The Catholics, all tribals, are descendants of migrants from Madhya Pradesh; their families have been in the village for centuries. They now live in fear for their lives, if they do not reconvert to the Hinduism of their ancestors. "All the people in the village are Catholics, very poor, illiterate, mainly agricultural laborers, but very faithful to the religion," Bishop Edwin Colaço told AsiaNews.
"A few days ago, a Munni, or Hindu holy man, from Ayodhya ... held a huge religious meeting here; it was well attended" by Hindus, the bishop said. "The saffron-clad, spear-bearing Munni attacked the Catholic Church and denounced the missionaries," he said. "He launched into a tirade against the Adivasi [tribals] of Rajura, alleging that missionaries had originally converted them by force, and said that it was his mission to reconvert them to Hinduism." Bishop Colaço, 67, believes that the event was "very well planned by the Hindu Religious Convention.
The Munni had done his homework well and knew the place. ... He urged Hindu villagers to 'kill the Christian Adivasi with swords.'" The group "drove into the Christian village in jeeps, carrying swords and shouting fanatical Hindu slogans.
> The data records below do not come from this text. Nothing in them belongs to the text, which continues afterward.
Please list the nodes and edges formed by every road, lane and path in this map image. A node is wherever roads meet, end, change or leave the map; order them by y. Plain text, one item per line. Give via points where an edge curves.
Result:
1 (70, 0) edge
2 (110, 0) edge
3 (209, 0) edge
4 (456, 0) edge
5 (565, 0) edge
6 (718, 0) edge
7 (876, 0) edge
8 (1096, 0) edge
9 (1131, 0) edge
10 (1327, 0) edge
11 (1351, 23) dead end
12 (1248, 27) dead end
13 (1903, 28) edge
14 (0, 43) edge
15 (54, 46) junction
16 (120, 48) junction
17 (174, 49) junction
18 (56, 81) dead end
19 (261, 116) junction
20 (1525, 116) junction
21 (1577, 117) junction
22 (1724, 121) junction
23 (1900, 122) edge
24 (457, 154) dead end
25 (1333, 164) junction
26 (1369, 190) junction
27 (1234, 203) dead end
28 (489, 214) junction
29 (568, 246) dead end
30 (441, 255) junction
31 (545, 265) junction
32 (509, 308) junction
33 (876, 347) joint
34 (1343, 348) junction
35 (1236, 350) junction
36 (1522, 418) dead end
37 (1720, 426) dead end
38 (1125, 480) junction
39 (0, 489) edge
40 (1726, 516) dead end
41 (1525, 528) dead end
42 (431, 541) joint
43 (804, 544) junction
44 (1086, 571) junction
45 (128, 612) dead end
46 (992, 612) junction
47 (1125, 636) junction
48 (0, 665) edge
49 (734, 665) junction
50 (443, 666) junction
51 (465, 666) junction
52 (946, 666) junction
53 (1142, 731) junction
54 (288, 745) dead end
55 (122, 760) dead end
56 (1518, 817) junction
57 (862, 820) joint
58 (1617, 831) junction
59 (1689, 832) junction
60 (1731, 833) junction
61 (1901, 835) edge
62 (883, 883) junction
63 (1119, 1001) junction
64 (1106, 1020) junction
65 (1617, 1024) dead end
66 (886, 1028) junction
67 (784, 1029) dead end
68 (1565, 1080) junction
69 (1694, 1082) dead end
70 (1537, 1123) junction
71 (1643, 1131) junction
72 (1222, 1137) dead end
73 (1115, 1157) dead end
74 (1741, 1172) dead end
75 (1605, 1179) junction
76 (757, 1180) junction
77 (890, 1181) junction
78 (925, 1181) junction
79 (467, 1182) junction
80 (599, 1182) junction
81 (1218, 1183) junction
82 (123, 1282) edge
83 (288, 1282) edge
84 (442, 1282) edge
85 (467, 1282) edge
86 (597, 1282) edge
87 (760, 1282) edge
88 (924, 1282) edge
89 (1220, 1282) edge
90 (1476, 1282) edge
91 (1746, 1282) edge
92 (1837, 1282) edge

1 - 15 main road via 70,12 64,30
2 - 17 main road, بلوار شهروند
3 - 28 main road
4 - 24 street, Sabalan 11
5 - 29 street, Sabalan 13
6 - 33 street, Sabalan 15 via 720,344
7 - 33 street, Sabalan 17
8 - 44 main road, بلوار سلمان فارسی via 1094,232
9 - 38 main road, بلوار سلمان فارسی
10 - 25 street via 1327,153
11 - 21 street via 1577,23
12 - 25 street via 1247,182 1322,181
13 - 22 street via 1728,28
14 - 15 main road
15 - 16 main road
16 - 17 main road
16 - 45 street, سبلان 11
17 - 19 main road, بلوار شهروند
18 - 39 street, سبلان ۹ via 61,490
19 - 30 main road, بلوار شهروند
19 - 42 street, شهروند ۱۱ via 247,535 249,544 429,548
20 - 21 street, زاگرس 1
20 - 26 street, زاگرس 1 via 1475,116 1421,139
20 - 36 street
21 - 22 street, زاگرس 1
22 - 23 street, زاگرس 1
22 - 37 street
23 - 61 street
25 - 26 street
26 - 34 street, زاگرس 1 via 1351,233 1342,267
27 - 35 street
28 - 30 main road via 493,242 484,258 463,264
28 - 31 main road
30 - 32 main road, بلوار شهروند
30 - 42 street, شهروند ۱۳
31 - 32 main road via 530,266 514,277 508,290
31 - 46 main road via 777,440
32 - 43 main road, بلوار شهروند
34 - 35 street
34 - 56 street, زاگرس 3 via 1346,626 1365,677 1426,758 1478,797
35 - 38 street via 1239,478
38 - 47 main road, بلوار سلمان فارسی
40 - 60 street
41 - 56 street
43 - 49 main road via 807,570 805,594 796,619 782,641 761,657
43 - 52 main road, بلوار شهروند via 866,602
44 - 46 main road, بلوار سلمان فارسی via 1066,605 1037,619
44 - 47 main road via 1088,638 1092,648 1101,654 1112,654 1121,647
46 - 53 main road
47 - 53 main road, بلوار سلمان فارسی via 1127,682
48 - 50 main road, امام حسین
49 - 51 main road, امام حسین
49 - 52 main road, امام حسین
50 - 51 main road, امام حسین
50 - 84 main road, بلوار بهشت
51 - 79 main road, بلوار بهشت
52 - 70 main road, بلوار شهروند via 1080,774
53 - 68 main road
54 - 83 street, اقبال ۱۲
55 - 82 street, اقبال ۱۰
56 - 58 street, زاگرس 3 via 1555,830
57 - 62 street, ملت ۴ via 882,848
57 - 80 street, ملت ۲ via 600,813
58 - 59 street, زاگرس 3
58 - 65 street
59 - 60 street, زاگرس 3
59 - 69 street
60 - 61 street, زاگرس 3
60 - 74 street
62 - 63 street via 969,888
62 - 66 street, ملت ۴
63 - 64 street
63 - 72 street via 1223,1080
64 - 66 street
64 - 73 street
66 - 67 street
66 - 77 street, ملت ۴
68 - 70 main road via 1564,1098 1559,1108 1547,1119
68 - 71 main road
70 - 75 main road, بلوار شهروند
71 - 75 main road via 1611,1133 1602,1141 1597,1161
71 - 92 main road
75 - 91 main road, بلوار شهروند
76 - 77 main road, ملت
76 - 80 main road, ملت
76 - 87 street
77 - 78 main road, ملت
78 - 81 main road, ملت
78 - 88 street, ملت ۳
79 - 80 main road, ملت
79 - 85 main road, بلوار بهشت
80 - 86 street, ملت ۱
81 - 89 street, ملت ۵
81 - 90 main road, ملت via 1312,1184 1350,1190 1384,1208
But they found only women, since the men were away at work," the bishop said. "They threatened to kill the women if they did not follow them to the Hindu meeting. The terrified women were then huddled into the jeeps and forcibly brought before the Munni," continued Bishop Colaço.
The prelate said that the "situation is very serious. The Munni has threatened the people of neighboring villages, saying they would be ostracized and would be fined 10,000 rupees if they maintained any contact with tribal Christians." For Bishop Colaço of Amravati, "this is a violation of human rights. Christian Adivasi are poor and illiterate and depend on Hindus for employment. If they are ostracized, they will be denied their means of livelihood. Worse still, many Adivasi have daughters and sisters married to Hindu men and living in other villages. Now the fundamentalists have forbidden any contact with their families."
Bishop Colaço said he wrote the Union Home Minister and the chief minister of Maharashtra asking them to investigate the escalating violence against Christians in Amravati. He also approached the Indian bishops' conference requesting that it intervene.